-- RECORDED DATA follows --
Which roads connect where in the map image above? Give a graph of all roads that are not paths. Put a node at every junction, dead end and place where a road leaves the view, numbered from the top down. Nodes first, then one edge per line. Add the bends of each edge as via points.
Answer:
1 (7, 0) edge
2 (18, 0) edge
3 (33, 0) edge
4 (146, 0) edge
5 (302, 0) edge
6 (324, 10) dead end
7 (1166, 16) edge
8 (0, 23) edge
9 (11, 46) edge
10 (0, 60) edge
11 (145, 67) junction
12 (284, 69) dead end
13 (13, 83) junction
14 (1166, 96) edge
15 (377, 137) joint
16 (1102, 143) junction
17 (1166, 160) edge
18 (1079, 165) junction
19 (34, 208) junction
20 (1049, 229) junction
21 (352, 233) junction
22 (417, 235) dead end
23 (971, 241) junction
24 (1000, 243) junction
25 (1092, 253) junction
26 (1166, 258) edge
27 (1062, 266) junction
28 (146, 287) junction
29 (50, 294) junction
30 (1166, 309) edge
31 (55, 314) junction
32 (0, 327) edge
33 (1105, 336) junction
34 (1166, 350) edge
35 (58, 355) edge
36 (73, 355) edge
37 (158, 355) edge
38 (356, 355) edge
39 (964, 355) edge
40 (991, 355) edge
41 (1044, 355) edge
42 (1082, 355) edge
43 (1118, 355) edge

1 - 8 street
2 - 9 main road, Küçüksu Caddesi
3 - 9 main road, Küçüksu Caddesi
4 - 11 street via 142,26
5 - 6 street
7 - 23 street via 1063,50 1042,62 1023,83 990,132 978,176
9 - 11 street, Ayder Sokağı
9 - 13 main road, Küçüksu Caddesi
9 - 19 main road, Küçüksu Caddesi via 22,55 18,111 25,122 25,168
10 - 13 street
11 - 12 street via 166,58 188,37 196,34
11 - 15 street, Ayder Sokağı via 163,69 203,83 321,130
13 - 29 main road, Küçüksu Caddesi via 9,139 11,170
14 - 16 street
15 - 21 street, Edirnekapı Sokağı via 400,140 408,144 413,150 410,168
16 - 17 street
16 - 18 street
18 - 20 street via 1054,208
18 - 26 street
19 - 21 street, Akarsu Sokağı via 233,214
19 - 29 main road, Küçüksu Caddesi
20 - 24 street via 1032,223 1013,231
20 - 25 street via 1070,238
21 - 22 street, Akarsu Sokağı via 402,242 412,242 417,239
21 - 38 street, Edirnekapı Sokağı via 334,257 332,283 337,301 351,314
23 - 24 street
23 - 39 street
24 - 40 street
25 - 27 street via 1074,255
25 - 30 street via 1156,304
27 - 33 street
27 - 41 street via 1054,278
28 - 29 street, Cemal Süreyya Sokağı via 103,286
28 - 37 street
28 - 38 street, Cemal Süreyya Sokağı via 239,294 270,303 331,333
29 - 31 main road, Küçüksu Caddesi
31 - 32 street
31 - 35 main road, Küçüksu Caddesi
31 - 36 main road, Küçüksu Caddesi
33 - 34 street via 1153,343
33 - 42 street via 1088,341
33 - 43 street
-- RECORDED DATA concluded --
# [REQUIREMENT]
Type out the whole listing above again, exactly as it stands.

# [ANSWER SECTION]
Which roads connect where in the map image above? Give a graph of all roads that are not paths. Put a node at every junction, dead end and place where a road leaves the view, numbered from the top down. Nodes first, then one edge per line. Add the bends of each edge as via points.
Answer:
1 (7, 0) edge
2 (18, 0) edge
3 (33, 0) edge
4 (146, 0) edge
5 (302, 0) edge
6 (324, 10) dead end
7 (1166, 16) edge
8 (0, 23) edge
9 (11, 46) edge
10 (0, 60) edge
11 (145, 67) junction
12 (284, 69) dead end
13 (13, 83) junction
14 (1166, 96) edge
15 (377, 137) joint
16 (1102, 143) junction
17 (1166, 160) edge
18 (1079, 165) junction
19 (34, 208) junction
20 (1049, 229) junction
21 (352, 233) junction
22 (417, 235) dead end
23 (971, 241) junction
24 (1000, 243) junction
25 (1092, 253) junction
26 (1166, 258) edge
27 (1062, 266) junction
28 (146, 287) junction
29 (50, 294) junction
30 (1166, 309) edge
31 (55, 314) junction
32 (0, 327) edge
33 (1105, 336) junction
34 (1166, 350) edge
35 (58, 355) edge
36 (73, 355) edge
37 (158, 355) edge
38 (356, 355) edge
39 (964, 355) edge
40 (991, 355) edge
41 (1044, 355) edge
42 (1082, 355) edge
43 (1118, 355) edge

1 - 8 street
2 - 9 main road, Küçüksu Caddesi
3 - 9 main road, Küçüksu Caddesi
4 - 11 street via 142,26
5 - 6 street
7 - 23 street via 1063,50 1042,62 1023,83 990,132 978,176
9 - 11 street, Ayder Sokağı
9 - 13 main road, Küçüksu Caddesi
9 - 19 main road, Küçüksu Caddesi via 22,55 18,111 25,122 25,168
10 - 13 street
11 - 12 street via 166,58 188,37 196,34
11 - 15 street, Ayder Sokağı via 163,69 203,83 321,130
13 - 29 main road, Küçüksu Caddesi via 9,139 11,170
14 - 16 street
15 - 21 street, Edirnekapı Sokağı via 400,140 408,144 413,150 410,168
16 - 17 street
16 - 18 street
18 - 20 street via 1054,208
18 - 26 street
19 - 21 street, Akarsu Sokağı via 233,214
19 - 29 main road, Küçüksu Caddesi
20 - 24 street via 1032,223 1013,231
20 - 25 street via 1070,238
21 - 22 street, Akarsu Sokağı via 402,242 412,242 417,239
21 - 38 street, Edirnekapı Sokağı via 334,257 332,283 337,301 351,314
23 - 24 street
23 - 39 street
24 - 40 street
25 - 27 street via 1074,255
25 - 30 street via 1156,304
27 - 33 street
27 - 41 street via 1054,278
28 - 29 street, Cemal Süreyya Sokağı via 103,286
28 - 37 street
28 - 38 street, Cemal Süreyya Sokağı via 239,294 270,303 331,333
29 - 31 main road, Küçüksu Caddesi
31 - 32 street
31 - 35 main road, Küçüksu Caddesi
31 - 36 main road, Küçüksu Caddesi
33 - 34 street via 1153,343
33 - 42 street via 1088,341
33 - 43 street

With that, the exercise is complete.